I never walked into a California shopping mall expecting to see groundbreaking textile art, but visitors to San Diego were recently shaken from shopping by Memories From A Blackout, a thought-provoking exhibition from Sheena Rae Dowling. Better known as a sculptor and painter whose work touches on universal themes, Dowling this time confronted her audience with something much more personal. Suspended in an empty store, white bedsheets were hung in space. Only when deliberately entering the rooms and walking amongst the sheets could small messages be seen. Stitched into the sheets were words; some were very legible, some needed some time to decipher as they seemed scrawled, like pleas for help.
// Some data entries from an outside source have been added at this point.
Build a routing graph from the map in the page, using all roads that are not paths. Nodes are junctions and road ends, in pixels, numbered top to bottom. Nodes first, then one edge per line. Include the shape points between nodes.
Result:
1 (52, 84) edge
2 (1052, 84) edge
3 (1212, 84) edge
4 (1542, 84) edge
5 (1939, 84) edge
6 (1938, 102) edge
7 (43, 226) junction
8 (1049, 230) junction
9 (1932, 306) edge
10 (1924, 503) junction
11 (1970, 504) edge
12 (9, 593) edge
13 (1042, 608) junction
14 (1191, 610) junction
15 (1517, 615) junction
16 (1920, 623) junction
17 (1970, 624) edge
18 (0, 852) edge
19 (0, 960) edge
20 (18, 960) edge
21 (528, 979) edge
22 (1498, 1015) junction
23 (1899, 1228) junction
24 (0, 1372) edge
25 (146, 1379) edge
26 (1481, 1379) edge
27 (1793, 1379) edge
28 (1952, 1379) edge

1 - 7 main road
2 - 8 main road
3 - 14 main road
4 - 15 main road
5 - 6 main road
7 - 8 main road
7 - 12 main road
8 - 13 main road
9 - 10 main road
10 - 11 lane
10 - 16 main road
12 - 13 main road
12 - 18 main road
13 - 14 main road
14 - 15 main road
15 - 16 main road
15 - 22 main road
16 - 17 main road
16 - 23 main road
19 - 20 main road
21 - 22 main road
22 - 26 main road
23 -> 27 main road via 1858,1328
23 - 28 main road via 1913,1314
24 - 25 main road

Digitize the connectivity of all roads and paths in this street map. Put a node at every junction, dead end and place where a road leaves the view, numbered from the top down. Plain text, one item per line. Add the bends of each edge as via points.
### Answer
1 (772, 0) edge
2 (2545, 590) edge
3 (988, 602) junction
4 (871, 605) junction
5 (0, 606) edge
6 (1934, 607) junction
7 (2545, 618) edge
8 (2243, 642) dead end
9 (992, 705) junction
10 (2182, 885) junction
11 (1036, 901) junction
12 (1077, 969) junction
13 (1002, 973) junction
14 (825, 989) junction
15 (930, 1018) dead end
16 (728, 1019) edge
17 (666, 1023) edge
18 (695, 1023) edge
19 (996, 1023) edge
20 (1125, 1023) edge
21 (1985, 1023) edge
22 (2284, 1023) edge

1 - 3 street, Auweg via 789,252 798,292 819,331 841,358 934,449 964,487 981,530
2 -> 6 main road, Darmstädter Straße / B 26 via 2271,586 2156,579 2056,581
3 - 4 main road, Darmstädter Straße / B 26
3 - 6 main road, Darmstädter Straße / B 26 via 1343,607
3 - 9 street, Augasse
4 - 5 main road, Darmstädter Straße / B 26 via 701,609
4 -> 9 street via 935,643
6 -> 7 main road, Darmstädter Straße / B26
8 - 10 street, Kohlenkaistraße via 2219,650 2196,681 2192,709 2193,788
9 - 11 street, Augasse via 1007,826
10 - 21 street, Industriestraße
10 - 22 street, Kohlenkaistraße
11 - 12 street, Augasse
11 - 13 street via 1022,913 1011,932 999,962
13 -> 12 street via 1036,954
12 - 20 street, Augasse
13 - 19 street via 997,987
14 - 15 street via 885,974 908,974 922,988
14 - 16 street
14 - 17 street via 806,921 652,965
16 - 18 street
'Creating this work was an intimate process,' Dowling explained. 'I deliberately allowed the viewer to see the process, and that's half the work. The stitching can be seen both from the front and back, and I tied and knotted the ends so that it hangs in shreds. I used hair, not thread. It's almost like it's still growing: an active, energetic, living process.'Dowling is undergoing her own recovery from addiction and alcoholism, explaining that she 'didn't want this to be a gimmick... A lot of people change how they look after a major life event,' she continues, 'and I chose to cut my hair last year. I considered it dead energy that I wanted to remove from my body. Holding it in my hand afterward, it is human - it is me - but there is something unnerving about dead hair compared to the rest of me. The rest of me is still alive.'

With this unnerving material, Dowling uses laundry lines and ladders to examine memory. 'I didn't want to use symbols in my work,' she explains, 'such as bottles. The evidence of my addiction is chemically in the hair, threaded into the work.' Her process is akin to many Indian textiles where the back of the work is as interesting as the front, showing an embroidery process rather than a flat, two-dimensional one. The stark words that Dowling uses in her work come from journals she kept while suffering from addiction. She often scrawled them in states that she later had no memory of. 'Hanging out dirty laundry in the form of bedsheets and airing it is very deliberate,' she explains. 'The words came from my sketchbooks, which are very intimate and private things. To expose these private truths in their original gritty form was very important... I had to be exposed like this to talk about it, because talking can create change.'

Why a shopping mall? The exhibition was a temporary one as part of an artist in residence program overseen by the San Diego Art Institute. Playing with this theme, Dowling positioned mannequins by the entrance, sculpted as artworks too. To walk from the banal lingerie shop next door and be confronted by them was a powerfully unnerving start to an exhibition that successfully negotiates a very difficult balance. It would have been easy to have been too confessional, too ego-driven, or too gimmicky. Instead, the space was used perfectly, and her use of materials told a story that only textiles could tell.